Segment Start: Material for this exercise
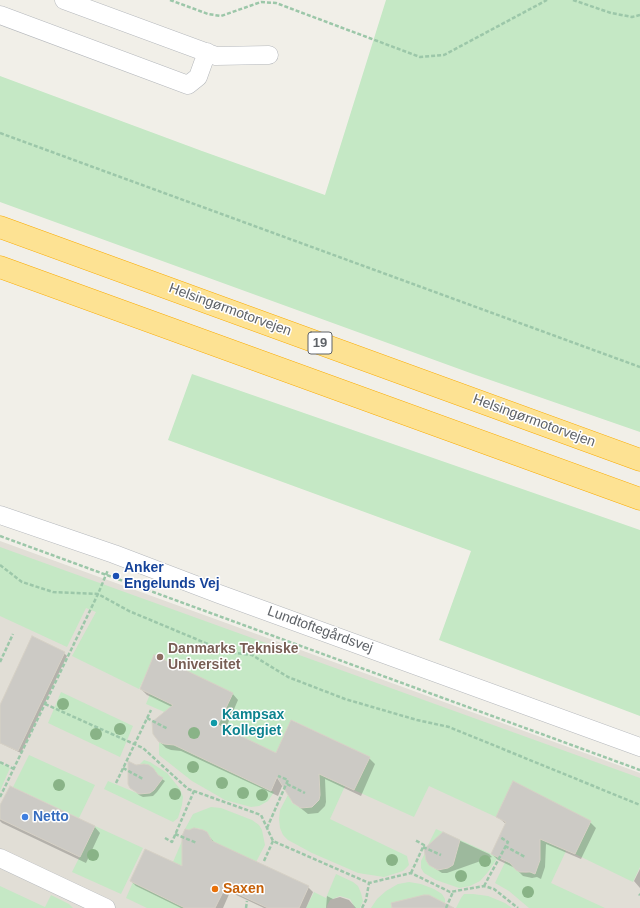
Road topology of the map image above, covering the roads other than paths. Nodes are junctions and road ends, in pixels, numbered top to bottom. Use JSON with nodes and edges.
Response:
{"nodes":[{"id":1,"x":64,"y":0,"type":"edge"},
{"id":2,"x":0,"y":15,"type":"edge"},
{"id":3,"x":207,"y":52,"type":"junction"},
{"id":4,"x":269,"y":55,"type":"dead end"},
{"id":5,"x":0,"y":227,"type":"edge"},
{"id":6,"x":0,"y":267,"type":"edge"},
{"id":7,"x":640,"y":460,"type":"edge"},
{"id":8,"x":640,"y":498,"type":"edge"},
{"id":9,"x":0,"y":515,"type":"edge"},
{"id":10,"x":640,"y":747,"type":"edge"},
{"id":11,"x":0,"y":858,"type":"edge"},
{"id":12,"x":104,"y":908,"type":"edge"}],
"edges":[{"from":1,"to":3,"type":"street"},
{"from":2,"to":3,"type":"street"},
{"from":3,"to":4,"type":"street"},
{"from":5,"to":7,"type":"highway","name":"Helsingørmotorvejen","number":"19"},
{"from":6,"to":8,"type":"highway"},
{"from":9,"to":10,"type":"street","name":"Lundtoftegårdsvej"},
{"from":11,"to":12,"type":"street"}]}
Segment End: Material for this exercise
Problem requirements - The records above need to be reproduced exactly, with all images omitted.

Result below -
Road topology of the map image above, covering the roads other than paths. Nodes are junctions and road ends, in pixels, numbered top to bottom. Use JSON with nodes and edges.
Response:
{"nodes":[{"id":1,"x":64,"y":0,"type":"edge"},
{"id":2,"x":0,"y":15,"type":"edge"},
{"id":3,"x":207,"y":52,"type":"junction"},
{"id":4,"x":269,"y":55,"type":"dead end"},
{"id":5,"x":0,"y":227,"type":"edge"},
{"id":6,"x":0,"y":267,"type":"edge"},
{"id":7,"x":640,"y":460,"type":"edge"},
{"id":8,"x":640,"y":498,"type":"edge"},
{"id":9,"x":0,"y":515,"type":"edge"},
{"id":10,"x":640,"y":747,"type":"edge"},
{"id":11,"x":0,"y":858,"type":"edge"},
{"id":12,"x":104,"y":908,"type":"edge"}],
"edges":[{"from":1,"to":3,"type":"street"},
{"from":2,"to":3,"type":"street"},
{"from":3,"to":4,"type":"street"},
{"from":5,"to":7,"type":"highway","name":"Helsingørmotorvejen","number":"19"},
{"from":6,"to":8,"type":"highway"},
{"from":9,"to":10,"type":"street","name":"Lundtoftegårdsvej"},
{"from":11,"to":12,"type":"street"}]}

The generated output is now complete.